Alors que les tensions avec Washington s'intensifient, la République islamique d'Iran a affirmé qu'elle se réservait le droit de riposter en cas d'agression américaine. Le ministre des Affaires étrangères, Abbas Araghchi, a mis en garde les États-Unis lors d'une intervention sur CBS, en signalant que le déploiement militaire américain dans la région entraînait une montée des tensions.
Araghchi a exprimé : "Si les États-Unis nous attaquent, nous avons tout à fait le droit de nous défendre". Selon lui, toute forme de réponse face à un "acte d'agression" est parfaitement légitime. Il a reconnu que les capacités militaires iraniennes, notamment en missiles, ne permettent pas de frapper le territoire américain, ce qui les pousserait à cibler les bases américaines situées dans la région si nécessaire.
Malgré ces mises en garde, le chef de la diplomatie iranienne a déclaré travailler sur les détails d'un éventuel accord avec les États-Unis concernant le programme nucléaire. Il a affirmé qu’il existait "de bonnes chances" d’aboutir à une résolution par la voie diplomatique, ajoutant qu'ils poursuivent activement les négociations. Le Parisien rapporte que des avancées pourraient se concrétiser lors d’une rencontre prévue cette semaine à Genève avec une délégation américaine.

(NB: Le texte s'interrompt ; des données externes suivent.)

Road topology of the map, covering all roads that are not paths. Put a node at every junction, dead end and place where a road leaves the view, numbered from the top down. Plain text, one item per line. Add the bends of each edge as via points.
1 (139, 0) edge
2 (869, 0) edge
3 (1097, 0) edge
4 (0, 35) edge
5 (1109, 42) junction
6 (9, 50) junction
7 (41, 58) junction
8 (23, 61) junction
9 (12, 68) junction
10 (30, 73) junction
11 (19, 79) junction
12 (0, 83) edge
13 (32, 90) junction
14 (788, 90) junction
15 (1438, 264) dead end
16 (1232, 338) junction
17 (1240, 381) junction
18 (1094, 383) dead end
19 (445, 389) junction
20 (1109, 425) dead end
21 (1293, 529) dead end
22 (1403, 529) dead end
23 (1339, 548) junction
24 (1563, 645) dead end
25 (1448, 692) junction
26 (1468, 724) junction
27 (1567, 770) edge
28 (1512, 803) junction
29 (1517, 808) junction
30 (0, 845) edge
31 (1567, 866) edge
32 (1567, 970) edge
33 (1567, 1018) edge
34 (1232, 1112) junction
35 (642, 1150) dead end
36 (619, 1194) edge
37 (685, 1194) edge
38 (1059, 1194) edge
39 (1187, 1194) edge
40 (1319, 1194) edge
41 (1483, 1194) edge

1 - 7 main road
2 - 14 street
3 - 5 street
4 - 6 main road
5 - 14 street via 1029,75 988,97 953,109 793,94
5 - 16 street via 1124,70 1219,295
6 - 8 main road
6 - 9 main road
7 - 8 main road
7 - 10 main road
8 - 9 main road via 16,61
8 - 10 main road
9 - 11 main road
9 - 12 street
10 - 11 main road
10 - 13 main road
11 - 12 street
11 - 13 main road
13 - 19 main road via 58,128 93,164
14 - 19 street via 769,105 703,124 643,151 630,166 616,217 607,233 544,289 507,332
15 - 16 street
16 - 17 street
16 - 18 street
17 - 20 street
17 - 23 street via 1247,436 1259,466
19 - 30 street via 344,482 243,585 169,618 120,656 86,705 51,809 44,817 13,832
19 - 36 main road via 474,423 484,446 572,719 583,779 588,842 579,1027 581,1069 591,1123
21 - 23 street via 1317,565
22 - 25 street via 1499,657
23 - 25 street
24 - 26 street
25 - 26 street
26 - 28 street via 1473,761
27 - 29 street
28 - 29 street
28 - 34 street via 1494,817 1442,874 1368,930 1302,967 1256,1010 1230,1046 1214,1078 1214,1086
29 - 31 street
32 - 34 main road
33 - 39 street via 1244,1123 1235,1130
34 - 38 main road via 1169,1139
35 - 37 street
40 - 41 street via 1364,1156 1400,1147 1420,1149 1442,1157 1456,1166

Araghchi a mentionné : "Je crois que lorsque nous nous rencontrerons, probablement ce jeudi à Genève, nous pourrons travailler sur ces points, préparer un bon texte et parvenir rapidement à un accord". Cette dichotomie entre la menace et l'ouverture à la négociation souligne la complexité des relations américano-iraniennes, un sujet qui suscite l'intérêt croissant des analystes politiques.